Obviously, there’s something that you bring to these students when you work with them in these communication classes. How much do you find yourself taking back with you in terms of learning about their research?
That’s the beauty of having the Alda Center at Stony Brook. Because I am working with these scientists, these engineers, these medical students, who are gaining expertise in these fields – and they’re learning how to talk about it – they have to break down what their research is. They are so skilled at saying what their work is academically. I don’t understand all the words or all the processes, but because I get to work with them on understanding it, so that someone like me, who’s not in their field can understand it, I actually can walk away with an understanding: “Wow, you’re really working on trying to understand why people with schizophrenia often hear voices. Where’s that coming from? If we can figure out where it’s coming from in the brain, then maybe we can find a way to reduce it or help control it better.” I can walk away with an understanding of what cutting-edge research these students and their labs and their professors are working on, and that’s exciting.
You talk about the two sides of your brain that need attention, the science side and the dance side.
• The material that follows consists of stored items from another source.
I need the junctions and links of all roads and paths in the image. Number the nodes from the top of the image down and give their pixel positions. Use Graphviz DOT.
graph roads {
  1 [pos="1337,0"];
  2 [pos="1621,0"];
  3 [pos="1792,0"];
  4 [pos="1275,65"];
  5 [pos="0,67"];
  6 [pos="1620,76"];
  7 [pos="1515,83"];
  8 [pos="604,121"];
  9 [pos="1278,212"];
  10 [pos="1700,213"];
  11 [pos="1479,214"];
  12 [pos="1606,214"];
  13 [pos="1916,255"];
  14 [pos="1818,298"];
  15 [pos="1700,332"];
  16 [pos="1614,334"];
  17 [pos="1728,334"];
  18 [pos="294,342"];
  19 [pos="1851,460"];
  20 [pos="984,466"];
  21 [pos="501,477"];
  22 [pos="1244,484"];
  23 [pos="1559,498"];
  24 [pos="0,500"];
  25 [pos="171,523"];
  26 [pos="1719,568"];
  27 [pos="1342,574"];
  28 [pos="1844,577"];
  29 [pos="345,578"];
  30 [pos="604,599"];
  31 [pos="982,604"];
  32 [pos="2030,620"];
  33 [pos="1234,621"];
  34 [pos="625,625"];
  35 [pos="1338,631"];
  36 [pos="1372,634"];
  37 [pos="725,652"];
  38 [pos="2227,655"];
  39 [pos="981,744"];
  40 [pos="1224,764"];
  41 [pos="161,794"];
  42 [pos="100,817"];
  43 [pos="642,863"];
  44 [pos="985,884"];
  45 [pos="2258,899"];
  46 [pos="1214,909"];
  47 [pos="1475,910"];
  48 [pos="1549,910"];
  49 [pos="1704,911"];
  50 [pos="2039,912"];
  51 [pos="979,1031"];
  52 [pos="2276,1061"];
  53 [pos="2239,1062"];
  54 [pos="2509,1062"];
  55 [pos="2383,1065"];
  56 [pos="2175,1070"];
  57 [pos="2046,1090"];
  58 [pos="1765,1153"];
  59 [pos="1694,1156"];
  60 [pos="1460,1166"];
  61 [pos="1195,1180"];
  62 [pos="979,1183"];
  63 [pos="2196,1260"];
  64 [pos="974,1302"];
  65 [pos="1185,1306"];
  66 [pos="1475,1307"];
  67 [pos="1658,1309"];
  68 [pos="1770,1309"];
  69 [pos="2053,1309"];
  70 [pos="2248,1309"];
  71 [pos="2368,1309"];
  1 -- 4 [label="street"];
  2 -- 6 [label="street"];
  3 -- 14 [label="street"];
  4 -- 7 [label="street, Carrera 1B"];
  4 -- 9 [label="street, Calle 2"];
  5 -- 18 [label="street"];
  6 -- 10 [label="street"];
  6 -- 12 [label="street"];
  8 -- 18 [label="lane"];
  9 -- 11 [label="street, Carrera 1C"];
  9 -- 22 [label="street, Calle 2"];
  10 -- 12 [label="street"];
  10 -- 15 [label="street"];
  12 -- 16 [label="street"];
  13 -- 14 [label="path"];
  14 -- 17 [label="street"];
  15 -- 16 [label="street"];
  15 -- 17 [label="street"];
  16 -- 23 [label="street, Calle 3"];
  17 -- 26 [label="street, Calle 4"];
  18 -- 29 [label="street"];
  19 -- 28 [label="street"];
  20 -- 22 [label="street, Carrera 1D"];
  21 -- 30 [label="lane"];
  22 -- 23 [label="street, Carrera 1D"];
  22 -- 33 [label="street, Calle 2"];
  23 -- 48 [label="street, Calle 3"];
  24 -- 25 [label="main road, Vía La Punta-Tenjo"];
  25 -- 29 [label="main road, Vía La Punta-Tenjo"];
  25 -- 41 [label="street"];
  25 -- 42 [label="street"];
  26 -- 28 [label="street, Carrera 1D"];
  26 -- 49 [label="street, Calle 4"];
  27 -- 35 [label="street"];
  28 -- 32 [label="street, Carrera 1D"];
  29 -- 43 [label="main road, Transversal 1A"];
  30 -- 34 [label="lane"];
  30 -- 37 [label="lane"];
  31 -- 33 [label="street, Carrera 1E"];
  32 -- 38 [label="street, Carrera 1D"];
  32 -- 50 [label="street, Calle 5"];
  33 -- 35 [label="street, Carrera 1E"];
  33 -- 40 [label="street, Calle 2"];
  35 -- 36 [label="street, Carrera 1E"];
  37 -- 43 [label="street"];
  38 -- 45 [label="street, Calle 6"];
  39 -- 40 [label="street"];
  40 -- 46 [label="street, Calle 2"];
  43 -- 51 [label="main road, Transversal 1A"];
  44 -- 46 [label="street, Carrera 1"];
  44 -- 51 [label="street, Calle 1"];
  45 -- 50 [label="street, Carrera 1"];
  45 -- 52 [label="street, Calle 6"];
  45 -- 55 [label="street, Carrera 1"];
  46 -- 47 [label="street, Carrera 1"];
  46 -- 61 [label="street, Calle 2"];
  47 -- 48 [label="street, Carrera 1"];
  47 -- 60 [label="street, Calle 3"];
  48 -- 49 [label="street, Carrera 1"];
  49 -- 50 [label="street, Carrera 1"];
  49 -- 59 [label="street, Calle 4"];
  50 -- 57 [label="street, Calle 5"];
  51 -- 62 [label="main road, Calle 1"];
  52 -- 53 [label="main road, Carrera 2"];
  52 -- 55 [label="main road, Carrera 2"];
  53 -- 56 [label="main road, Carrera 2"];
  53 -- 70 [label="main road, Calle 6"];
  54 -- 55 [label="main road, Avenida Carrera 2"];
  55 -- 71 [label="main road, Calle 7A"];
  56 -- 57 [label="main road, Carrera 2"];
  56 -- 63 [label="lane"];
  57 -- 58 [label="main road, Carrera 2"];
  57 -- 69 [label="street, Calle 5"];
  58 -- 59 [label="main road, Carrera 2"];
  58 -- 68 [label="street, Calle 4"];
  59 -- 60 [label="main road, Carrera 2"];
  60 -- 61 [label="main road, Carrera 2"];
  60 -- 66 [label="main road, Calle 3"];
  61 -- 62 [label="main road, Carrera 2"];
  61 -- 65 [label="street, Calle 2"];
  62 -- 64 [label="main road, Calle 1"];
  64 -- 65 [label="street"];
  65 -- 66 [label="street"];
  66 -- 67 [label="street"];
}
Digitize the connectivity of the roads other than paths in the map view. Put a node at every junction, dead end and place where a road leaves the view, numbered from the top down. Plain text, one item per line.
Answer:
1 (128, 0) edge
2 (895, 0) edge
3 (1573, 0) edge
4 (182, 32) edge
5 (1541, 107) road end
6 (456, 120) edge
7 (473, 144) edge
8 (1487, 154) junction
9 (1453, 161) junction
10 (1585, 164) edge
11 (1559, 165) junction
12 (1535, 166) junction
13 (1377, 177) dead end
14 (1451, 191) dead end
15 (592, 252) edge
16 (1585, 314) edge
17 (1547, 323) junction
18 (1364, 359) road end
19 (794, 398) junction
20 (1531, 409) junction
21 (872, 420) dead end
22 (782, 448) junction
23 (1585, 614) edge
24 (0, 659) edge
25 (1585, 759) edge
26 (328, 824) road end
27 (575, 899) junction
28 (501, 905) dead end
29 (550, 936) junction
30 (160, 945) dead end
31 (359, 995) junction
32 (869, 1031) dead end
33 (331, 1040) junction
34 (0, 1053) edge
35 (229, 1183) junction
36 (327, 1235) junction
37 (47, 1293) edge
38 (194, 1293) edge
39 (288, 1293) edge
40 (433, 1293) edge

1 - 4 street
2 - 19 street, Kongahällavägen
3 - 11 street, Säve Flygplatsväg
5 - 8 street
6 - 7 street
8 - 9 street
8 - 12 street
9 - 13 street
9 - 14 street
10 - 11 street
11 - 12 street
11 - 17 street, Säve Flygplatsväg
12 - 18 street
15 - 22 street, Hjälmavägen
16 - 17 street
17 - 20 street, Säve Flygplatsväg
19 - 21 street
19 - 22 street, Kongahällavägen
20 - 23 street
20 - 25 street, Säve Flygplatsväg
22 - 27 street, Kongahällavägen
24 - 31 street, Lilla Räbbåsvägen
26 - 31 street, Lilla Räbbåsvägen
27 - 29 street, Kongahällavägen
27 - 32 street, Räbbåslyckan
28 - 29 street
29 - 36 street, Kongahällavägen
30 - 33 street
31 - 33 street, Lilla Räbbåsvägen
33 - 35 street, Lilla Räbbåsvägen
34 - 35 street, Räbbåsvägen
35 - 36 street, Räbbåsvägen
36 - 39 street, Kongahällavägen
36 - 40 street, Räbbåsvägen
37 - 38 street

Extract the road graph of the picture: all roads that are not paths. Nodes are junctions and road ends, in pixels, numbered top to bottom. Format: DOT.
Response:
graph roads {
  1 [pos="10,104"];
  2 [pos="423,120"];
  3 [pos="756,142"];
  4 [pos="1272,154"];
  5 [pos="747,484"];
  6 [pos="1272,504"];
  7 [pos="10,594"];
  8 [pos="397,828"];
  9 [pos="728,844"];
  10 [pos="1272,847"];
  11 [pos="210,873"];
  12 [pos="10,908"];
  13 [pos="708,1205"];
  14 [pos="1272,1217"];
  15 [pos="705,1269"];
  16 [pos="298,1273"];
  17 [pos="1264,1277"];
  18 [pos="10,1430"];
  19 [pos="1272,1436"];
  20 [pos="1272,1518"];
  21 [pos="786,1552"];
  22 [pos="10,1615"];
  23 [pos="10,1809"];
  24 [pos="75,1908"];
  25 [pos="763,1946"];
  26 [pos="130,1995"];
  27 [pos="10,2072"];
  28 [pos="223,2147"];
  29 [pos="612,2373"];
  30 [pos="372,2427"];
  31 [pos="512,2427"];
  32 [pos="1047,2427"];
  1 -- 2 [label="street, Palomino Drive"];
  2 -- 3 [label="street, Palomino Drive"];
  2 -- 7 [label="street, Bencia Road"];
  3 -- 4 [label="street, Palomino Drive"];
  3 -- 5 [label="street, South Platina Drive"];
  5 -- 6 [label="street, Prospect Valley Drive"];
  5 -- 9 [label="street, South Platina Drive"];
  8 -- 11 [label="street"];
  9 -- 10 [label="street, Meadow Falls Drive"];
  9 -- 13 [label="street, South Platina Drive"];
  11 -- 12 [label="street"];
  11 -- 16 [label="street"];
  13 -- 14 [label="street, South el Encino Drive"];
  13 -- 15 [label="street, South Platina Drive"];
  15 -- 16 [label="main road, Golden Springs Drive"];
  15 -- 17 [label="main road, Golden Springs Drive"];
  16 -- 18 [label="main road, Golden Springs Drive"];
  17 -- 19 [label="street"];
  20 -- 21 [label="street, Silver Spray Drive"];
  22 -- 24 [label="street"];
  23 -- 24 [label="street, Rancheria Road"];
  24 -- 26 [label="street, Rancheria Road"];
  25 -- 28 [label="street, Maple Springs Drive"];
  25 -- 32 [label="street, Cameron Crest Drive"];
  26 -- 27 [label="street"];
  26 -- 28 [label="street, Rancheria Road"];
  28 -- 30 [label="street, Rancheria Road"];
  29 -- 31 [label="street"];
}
What would you say to current students who may have their own seemingly divergent passions about how you manage to serve both, indulge both, and use both in your career?
There are so many multidisciplinary folks out there now, or hybrids, and I think more and more collaborations between scientists and people in other disciplines are happening. I encourage students to entertain their hybrid interests, partly because it makes them relatable to more audiences, but I also think that it’s important to remember that as a scientist you have all these different sides of you that are equally rich.
How do you have a career that way? That’s a tricky thing. If you’re going to try to do what I do, I’m freelance everything, but I have other friends who are full-time researchers and they create theatre pieces, solo shows, that aren’t about science…or maybe they are, but not necessarily. It is possible. You just have to figure out what your main goal is, what you want from each discipline. I think that’s the key. That’s the question to ask yourself, but it is possible.